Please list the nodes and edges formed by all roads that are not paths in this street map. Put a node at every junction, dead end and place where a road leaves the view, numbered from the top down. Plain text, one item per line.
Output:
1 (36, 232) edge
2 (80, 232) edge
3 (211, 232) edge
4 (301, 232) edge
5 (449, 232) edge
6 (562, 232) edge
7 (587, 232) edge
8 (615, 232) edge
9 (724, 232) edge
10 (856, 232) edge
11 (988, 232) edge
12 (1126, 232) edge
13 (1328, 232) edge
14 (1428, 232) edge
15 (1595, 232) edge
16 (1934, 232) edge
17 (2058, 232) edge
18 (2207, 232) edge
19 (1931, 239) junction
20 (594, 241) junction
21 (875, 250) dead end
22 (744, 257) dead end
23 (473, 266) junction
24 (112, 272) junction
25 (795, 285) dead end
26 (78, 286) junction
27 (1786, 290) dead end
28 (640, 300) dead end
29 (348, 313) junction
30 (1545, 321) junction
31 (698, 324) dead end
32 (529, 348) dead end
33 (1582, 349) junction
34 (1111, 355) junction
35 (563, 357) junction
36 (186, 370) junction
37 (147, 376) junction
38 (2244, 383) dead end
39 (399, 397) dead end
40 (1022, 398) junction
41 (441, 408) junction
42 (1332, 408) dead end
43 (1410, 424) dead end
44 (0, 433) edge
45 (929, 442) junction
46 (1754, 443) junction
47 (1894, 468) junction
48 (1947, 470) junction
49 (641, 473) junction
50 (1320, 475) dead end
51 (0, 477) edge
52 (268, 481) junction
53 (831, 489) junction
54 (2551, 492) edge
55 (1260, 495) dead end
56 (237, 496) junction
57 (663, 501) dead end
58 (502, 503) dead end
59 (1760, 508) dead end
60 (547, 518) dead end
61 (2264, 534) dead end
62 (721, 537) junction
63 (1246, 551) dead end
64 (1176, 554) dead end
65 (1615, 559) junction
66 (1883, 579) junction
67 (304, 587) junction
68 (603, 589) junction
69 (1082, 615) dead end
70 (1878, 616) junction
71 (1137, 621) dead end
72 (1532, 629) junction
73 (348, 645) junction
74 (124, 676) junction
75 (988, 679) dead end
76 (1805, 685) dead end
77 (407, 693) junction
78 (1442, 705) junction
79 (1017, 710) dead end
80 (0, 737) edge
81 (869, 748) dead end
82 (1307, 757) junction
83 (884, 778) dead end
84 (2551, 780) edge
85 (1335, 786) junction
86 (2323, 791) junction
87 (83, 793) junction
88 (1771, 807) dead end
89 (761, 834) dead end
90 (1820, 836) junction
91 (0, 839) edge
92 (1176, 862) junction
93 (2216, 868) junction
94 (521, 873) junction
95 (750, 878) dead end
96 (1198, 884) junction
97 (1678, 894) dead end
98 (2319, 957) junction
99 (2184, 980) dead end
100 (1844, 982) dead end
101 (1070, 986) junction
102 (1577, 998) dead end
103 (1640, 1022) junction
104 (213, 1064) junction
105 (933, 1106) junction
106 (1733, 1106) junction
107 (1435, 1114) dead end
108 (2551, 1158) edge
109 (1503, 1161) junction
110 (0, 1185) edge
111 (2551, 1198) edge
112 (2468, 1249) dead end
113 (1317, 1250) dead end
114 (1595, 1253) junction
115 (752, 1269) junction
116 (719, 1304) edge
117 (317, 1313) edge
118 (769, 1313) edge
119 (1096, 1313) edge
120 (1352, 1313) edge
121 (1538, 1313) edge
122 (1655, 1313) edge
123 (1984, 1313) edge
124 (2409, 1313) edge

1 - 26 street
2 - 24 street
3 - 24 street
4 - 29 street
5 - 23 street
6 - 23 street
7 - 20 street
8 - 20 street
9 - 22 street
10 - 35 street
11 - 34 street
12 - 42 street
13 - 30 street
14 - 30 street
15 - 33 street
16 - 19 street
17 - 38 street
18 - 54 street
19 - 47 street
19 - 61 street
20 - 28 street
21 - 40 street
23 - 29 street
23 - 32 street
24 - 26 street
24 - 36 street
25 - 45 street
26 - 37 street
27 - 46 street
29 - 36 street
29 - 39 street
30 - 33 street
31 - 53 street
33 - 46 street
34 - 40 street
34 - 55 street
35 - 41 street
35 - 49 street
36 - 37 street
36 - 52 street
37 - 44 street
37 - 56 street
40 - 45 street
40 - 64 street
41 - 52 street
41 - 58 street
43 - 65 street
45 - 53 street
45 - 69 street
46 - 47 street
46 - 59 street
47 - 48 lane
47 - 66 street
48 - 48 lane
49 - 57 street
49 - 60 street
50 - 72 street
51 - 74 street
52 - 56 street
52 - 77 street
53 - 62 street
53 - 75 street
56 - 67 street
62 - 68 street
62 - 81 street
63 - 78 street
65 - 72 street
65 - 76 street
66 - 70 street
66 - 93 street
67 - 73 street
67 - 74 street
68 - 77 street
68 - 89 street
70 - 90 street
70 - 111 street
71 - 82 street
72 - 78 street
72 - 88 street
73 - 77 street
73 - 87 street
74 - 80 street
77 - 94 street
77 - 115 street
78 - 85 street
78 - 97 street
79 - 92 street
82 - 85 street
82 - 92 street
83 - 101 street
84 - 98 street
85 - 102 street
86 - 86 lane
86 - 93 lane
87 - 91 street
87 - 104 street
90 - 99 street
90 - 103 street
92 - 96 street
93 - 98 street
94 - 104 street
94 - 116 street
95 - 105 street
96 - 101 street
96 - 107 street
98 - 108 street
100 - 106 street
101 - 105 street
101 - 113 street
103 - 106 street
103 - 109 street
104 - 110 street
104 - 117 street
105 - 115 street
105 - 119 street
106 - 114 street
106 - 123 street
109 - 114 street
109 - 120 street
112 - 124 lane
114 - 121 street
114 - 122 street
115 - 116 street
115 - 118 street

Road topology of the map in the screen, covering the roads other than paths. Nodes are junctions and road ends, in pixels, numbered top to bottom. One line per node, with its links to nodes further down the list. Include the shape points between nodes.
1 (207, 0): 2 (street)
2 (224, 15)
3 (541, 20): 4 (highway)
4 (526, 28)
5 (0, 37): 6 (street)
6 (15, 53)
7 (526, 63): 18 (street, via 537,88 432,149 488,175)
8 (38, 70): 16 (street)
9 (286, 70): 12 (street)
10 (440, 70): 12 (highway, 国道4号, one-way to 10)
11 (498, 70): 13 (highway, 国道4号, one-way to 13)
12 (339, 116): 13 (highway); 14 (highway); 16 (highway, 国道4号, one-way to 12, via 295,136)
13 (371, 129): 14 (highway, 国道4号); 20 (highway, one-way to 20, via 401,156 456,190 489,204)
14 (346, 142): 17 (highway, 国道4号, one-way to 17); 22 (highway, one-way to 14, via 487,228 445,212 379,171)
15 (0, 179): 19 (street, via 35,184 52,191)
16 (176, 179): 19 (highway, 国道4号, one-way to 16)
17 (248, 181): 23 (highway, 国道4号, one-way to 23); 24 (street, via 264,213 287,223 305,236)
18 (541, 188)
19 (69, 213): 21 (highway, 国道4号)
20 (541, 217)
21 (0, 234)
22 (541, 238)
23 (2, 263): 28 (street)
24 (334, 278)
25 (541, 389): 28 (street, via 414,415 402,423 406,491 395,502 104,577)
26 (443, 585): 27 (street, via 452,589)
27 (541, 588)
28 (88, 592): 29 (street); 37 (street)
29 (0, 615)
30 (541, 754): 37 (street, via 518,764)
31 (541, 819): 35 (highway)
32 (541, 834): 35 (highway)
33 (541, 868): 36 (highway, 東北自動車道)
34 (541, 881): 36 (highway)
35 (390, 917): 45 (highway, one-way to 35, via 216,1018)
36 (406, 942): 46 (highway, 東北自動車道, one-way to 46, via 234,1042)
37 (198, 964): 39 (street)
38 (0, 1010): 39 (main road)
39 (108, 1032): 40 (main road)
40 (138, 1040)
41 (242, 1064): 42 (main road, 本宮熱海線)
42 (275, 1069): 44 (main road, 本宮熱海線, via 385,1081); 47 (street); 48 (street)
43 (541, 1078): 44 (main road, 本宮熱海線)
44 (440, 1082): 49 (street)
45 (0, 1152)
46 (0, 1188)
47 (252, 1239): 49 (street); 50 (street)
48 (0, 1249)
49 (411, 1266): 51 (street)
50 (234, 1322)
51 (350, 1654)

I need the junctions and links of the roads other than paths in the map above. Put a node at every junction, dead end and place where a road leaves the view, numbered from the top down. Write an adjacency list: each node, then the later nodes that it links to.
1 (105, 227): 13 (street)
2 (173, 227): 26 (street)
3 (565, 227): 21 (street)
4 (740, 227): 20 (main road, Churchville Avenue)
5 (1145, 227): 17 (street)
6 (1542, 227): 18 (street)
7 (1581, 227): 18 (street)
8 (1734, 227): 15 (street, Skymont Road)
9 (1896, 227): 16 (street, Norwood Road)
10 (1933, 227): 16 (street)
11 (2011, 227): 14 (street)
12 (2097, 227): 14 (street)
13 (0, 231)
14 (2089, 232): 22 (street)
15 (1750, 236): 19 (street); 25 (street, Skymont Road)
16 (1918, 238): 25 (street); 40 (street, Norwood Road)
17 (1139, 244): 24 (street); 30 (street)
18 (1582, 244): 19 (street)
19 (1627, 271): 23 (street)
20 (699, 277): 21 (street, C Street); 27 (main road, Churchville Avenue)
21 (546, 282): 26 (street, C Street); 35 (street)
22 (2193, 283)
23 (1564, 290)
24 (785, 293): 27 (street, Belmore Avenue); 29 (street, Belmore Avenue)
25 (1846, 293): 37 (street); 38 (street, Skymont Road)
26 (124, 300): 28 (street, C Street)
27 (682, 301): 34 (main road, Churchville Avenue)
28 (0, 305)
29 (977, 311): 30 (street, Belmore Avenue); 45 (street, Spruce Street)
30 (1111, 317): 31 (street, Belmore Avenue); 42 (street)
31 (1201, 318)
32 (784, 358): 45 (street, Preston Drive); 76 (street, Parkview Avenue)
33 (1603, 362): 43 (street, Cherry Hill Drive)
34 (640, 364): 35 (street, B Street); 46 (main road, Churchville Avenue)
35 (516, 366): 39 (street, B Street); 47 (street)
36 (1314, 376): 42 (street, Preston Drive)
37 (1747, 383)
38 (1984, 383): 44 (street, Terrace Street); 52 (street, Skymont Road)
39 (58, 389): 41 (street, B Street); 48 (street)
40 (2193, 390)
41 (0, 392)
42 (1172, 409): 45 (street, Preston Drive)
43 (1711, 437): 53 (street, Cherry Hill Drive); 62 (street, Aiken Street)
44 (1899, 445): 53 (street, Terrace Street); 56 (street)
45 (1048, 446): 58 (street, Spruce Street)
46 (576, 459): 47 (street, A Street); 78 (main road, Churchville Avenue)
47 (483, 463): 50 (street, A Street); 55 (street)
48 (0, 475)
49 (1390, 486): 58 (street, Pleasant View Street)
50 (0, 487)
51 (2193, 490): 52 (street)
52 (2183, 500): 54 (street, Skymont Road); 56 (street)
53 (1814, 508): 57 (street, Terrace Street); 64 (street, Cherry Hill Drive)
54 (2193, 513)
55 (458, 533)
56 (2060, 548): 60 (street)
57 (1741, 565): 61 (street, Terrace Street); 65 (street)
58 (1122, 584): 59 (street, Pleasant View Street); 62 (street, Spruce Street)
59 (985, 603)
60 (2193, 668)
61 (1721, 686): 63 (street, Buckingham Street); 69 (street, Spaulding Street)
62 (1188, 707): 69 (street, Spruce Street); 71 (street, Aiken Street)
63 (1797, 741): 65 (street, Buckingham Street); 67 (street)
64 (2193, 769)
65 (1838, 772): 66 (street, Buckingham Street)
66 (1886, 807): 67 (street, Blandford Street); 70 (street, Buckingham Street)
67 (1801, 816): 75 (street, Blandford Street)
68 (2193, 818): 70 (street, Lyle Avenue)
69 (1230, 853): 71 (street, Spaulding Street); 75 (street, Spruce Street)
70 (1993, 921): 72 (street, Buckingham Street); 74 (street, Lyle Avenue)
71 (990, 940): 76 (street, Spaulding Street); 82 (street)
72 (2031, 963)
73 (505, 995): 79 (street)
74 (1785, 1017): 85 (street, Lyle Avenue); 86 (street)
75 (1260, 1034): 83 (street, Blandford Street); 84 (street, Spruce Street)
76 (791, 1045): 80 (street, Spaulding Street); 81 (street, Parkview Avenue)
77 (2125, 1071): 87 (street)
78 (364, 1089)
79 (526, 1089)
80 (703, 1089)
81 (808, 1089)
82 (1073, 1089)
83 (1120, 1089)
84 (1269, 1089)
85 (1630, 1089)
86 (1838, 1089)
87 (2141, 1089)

Problem requirements:
Whenever the word "Parkview" occurs in a line above, copy that line.

Reply to the task:
32 (784, 358): 45 (street, Preston Drive); 76 (street, Parkview Avenue)
76 (791, 1045): 80 (street, Spaulding Street); 81 (street, Parkview Avenue)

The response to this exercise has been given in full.